Matthew Beddall, chief investment officer of Winton Capital in London, says looking at short, fixed periods of history, such as the one year of data prescribed for stressed value-at-risk, might cause a firm to hold too narrow a view of the risk of sharp currency moves.
"We use 40 years of data. When we look back, we know you do see those types of large moves. In the case of the Swiss franc, because of the floor on the currency, volatility at certain points reached a very low level, which did not mean risk has suddenly disappeared. Common sense tells you the floor could change and you shouldn't trust the volatility of a market like that. So we expected it to increase," he says.
The fund also does not assume normal distributions in its models and looks at many different risk measures at the same time, to avoid falling victim to the weaknesses of any specific measure.
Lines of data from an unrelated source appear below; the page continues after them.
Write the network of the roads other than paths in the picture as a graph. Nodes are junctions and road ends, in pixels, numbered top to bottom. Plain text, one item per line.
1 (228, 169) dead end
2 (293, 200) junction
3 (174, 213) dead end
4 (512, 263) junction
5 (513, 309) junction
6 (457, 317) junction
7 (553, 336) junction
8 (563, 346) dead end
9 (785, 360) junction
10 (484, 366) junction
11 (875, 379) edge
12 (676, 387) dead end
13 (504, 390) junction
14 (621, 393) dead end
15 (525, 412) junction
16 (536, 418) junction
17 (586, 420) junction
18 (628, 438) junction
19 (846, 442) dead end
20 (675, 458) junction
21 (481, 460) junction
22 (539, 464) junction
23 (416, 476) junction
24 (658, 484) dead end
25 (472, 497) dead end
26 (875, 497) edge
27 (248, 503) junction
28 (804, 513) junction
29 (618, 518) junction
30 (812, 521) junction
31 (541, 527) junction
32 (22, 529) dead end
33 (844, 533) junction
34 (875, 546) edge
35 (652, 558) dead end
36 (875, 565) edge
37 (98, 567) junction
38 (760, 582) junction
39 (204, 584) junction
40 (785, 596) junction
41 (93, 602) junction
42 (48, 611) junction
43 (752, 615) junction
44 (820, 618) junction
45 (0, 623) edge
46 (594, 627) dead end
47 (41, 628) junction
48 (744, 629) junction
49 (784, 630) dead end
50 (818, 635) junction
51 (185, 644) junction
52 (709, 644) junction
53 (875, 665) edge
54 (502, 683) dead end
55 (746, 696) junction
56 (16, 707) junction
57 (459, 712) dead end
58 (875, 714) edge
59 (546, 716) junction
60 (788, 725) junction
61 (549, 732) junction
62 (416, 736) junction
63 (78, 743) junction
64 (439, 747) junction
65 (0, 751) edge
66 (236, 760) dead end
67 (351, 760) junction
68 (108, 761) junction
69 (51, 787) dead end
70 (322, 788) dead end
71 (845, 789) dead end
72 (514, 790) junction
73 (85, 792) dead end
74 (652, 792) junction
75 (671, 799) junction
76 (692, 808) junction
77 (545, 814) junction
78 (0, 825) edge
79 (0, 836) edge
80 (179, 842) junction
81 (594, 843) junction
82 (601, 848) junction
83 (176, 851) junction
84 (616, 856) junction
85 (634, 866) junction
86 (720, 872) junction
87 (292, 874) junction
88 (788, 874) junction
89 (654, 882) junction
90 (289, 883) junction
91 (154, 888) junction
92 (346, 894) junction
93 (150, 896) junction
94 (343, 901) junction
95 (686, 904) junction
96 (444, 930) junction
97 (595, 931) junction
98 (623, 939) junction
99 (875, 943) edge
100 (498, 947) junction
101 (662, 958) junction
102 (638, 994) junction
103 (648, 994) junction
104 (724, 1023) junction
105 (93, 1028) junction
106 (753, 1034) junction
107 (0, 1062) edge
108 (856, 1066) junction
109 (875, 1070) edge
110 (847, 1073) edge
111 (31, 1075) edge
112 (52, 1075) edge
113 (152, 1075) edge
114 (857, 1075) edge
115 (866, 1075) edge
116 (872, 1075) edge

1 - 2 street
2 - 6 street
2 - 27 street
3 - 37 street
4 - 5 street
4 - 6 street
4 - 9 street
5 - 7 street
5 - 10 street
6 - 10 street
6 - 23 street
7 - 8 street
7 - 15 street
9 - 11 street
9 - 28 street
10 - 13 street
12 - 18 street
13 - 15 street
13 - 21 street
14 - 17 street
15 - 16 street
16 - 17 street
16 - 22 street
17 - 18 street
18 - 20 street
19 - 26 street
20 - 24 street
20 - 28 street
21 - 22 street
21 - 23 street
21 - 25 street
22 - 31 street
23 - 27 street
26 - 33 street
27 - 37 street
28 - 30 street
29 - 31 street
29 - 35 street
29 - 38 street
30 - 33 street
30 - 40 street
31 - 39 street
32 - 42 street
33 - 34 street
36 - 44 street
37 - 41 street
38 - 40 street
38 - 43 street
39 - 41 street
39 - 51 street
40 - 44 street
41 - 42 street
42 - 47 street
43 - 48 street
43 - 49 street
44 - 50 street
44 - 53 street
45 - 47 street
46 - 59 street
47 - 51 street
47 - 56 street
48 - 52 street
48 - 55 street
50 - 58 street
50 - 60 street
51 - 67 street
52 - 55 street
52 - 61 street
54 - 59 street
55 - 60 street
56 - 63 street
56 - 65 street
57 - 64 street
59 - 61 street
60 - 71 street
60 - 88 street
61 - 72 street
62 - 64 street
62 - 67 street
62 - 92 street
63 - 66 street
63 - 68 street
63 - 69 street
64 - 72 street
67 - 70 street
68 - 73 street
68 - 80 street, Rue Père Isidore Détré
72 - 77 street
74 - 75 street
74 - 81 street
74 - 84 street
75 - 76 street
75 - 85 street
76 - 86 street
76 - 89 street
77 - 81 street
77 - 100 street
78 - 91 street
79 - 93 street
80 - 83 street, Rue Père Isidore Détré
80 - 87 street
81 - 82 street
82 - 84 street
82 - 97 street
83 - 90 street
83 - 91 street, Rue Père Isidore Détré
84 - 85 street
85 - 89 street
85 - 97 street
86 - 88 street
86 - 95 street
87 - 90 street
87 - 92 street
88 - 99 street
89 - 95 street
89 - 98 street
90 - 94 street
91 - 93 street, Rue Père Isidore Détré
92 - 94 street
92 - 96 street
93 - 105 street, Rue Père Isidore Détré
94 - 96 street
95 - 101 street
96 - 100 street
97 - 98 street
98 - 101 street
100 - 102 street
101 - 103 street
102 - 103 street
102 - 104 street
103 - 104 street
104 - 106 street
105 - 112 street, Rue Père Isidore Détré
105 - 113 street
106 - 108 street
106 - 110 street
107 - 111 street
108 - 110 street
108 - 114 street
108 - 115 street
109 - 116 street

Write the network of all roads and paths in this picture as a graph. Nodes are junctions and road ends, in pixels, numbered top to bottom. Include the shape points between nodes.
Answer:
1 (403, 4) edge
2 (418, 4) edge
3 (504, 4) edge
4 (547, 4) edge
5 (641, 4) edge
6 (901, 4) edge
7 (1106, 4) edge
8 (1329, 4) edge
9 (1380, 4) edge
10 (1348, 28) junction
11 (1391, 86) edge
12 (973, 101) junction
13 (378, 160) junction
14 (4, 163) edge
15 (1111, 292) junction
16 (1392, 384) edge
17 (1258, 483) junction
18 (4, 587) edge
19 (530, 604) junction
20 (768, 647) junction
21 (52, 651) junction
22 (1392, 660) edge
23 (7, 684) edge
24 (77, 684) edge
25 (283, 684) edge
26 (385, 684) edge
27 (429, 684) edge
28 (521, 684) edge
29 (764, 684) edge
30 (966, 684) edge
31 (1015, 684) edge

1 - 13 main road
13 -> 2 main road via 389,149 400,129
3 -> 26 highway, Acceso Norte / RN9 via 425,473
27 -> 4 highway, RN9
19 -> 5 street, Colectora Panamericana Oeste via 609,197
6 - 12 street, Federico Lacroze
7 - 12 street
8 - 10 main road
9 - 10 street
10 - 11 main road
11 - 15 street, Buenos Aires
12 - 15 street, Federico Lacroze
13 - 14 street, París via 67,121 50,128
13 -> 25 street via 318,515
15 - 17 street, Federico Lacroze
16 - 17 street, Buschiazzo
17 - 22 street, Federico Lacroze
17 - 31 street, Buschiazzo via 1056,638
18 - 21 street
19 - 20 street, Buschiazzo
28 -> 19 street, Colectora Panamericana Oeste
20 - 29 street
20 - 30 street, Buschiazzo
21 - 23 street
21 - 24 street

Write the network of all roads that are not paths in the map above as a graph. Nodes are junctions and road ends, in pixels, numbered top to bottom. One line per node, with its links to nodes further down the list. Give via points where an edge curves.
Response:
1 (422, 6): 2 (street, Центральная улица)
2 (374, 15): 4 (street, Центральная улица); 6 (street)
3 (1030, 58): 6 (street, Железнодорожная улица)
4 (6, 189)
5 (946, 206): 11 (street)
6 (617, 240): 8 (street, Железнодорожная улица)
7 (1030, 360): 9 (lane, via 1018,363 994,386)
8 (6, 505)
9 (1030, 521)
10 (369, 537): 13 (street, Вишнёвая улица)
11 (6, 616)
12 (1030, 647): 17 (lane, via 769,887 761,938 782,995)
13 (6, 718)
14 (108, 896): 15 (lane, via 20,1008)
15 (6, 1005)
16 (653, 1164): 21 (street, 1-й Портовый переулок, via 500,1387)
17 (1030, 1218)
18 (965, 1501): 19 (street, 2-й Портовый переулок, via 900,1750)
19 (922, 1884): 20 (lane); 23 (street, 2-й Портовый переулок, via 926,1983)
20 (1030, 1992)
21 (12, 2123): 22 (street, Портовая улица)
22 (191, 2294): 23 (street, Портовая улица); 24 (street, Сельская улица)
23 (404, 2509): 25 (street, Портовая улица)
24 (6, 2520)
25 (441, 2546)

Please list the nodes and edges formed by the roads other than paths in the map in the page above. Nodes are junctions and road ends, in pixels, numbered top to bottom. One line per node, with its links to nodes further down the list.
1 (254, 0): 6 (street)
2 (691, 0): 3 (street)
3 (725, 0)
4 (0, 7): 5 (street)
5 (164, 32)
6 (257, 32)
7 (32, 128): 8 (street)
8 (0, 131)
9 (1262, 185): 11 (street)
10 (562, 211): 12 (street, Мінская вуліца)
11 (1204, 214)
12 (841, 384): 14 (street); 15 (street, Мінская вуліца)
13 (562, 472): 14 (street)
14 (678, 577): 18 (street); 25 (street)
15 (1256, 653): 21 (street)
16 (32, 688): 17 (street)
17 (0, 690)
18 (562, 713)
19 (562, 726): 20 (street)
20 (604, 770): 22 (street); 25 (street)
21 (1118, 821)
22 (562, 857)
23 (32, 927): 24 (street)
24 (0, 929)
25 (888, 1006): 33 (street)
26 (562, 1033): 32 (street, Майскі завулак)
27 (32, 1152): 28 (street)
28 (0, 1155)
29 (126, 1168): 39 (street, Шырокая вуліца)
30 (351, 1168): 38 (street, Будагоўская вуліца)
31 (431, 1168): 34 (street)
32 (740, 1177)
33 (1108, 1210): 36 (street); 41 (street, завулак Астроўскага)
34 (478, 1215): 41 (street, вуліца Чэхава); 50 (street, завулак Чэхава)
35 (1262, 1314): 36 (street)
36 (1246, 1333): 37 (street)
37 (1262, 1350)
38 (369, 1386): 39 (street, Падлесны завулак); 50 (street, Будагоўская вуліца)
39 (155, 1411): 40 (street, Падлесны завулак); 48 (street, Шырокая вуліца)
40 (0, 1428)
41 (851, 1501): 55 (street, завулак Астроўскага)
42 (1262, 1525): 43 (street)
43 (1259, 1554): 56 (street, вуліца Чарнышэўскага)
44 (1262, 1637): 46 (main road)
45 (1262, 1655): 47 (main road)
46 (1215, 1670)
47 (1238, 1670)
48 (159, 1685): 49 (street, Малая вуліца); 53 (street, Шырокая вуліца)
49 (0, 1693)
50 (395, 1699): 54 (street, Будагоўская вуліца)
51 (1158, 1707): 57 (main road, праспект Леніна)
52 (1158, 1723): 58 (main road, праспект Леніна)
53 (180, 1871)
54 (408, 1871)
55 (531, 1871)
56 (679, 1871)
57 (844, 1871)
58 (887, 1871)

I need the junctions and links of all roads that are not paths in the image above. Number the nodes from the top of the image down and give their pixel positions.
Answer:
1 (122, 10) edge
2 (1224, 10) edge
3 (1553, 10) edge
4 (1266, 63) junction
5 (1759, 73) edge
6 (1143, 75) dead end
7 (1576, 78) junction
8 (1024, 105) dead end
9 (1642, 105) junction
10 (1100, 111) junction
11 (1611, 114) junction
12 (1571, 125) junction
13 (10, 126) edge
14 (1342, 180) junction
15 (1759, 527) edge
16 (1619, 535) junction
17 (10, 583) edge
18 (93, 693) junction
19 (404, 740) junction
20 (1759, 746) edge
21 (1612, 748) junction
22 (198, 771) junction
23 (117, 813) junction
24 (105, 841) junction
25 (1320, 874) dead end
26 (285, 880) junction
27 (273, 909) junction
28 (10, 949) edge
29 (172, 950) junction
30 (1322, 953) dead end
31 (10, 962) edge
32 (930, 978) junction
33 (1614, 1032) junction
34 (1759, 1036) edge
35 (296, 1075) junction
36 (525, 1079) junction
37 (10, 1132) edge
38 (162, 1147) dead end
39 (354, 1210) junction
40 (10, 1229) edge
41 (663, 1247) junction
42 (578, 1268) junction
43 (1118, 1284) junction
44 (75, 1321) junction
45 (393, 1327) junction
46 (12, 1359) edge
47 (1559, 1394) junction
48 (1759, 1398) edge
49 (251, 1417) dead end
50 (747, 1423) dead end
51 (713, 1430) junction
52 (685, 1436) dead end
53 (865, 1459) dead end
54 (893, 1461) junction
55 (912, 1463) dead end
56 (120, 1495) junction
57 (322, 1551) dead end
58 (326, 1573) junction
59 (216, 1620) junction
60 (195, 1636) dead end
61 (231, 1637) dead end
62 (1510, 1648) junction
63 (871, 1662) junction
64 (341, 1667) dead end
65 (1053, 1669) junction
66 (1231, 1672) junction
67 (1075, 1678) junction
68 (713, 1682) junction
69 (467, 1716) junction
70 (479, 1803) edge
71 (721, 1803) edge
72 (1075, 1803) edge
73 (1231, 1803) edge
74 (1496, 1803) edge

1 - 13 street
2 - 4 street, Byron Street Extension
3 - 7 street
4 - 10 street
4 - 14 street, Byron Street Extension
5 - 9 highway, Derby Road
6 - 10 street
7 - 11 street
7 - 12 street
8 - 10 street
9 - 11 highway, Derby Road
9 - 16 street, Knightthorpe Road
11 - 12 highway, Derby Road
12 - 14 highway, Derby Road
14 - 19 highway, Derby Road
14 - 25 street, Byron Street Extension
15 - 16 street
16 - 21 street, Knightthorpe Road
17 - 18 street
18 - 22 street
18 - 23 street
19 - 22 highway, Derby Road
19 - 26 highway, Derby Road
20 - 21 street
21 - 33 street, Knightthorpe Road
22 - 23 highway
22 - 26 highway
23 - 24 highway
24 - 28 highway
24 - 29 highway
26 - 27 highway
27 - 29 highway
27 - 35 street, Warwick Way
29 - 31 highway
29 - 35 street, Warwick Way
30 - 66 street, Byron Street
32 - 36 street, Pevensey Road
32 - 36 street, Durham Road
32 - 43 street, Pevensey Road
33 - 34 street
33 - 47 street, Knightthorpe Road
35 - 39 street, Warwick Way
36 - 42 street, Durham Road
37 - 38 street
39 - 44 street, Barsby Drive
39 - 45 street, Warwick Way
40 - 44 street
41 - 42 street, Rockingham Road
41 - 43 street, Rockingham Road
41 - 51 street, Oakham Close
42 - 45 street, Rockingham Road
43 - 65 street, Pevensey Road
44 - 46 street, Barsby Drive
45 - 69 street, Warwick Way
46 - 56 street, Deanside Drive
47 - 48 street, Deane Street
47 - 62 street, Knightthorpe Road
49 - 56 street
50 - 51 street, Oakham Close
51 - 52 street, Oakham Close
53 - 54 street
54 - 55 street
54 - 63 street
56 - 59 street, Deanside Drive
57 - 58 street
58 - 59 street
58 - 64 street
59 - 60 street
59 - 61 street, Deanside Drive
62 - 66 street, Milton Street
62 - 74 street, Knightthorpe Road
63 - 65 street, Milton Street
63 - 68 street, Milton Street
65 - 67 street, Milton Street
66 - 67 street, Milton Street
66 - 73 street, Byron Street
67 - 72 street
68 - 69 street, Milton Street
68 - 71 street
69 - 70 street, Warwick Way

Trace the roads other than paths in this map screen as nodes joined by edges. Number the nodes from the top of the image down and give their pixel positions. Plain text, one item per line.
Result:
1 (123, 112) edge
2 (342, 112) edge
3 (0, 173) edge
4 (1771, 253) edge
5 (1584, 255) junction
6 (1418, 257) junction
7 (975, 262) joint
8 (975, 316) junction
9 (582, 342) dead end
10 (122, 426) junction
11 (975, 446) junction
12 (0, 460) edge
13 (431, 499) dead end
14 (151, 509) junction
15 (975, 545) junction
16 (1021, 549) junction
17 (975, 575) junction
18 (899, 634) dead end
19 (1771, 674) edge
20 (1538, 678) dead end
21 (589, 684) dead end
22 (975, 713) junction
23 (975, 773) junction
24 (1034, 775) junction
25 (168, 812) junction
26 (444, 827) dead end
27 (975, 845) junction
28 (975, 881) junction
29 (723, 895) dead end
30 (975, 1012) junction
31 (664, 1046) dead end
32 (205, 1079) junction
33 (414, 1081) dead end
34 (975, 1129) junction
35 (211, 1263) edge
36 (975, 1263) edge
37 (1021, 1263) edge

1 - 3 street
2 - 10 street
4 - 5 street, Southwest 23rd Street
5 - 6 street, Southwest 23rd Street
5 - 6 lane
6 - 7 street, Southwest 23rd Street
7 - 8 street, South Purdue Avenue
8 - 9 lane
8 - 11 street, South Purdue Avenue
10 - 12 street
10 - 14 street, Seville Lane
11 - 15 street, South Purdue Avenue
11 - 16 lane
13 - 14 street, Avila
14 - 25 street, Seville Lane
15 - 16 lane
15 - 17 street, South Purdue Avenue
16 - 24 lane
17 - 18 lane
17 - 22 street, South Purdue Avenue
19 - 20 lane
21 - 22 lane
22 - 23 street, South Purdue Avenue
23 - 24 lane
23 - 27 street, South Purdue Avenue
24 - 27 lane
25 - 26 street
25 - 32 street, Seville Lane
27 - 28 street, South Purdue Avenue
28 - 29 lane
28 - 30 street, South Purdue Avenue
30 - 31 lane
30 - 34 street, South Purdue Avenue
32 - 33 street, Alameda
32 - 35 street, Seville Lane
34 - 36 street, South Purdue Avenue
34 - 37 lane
In addition, it adds caps or hard limits to all metrics to stay within reasonable exposure bounds.
Stressing over stress tests
In the banking industry, regulators and quants may never agree on the best models to use, so stress testing looks like a good compromise. In Europe and the US, supervisors are now using widescreen, standardised testing to get a second opinion on the robustness of risk models and capital adequacy – to plaudits from some observers.
"There has long been a debate in the regulatory world over whether to prescribe the risk calculations or oversee them to ensure integrity and quality. I think what the Federal Reserve has done in its stress-testing regime is a much more sophisticated approach. They specify the parameters, leave the calculations to the institutions and audit them heavily. They are not claiming to know more than the banks they are regulating," says Donald Van Deventer, chief executive of Hawaii-based software vendor, Kamakura.
Banks also continue to conduct their own, specific tests of businesses and portfolios, but practical limitations mean it is not a panacea.
"There are methodological complexities around consistent enterprise-wide stress testing that have not been fully recognised or resolved yet," says Satyam Kancharla, senior vice-president and chief strategy officer at software vendor Numerix.
The firm sees a lot of labour-intensive Excel spreadsheet operations for stress testing at banks, he says, which institutions are now seeking to automate. The current process can limit the number of possible events included in the tests - peg-break scenarios are often lower on the priority list.
The limitations arise from the fact that the systems within banks are not connected, meaning they have to extract positions and run calculations with a lot of manual intervention. "These are typically run in spreadsheets, so we are talking about a few dozen scenarios at most. Alternatively, approximations can be made in order to run more scenarios, but these may reduce the accuracy of the results," says Kancharla.
Most stress guidelines are based on historical events that need to be translated into values that make sense in the current environment - taking into account low interest rates and central bank intervention, for example. "There is a lot of effort in being able to do that, which requires real-world modelling and Monte Carlo simulations with accurate, time-dependent risk factor evolutions. In order to create stress tests reflective of current market conditions, you need to take the right lessons from history and not apply them too literally to today's markets," says Numerix's Kancharla.
Banks also have to adapt the stresses for different economies. "Even if the next crisis is different, the stressed value-at-risk figures can be conservative enough to be within its limits when the next storm comes. Sometimes this does not work either. Consider Australia, which was not hit heavily in the 2007–2008 period. A VAR calibrated on those years in that country will give a very benign figure and could give Australian banks an incentive to take on more risk," says Alexander Denev, founder of consulting firm Graphrisk.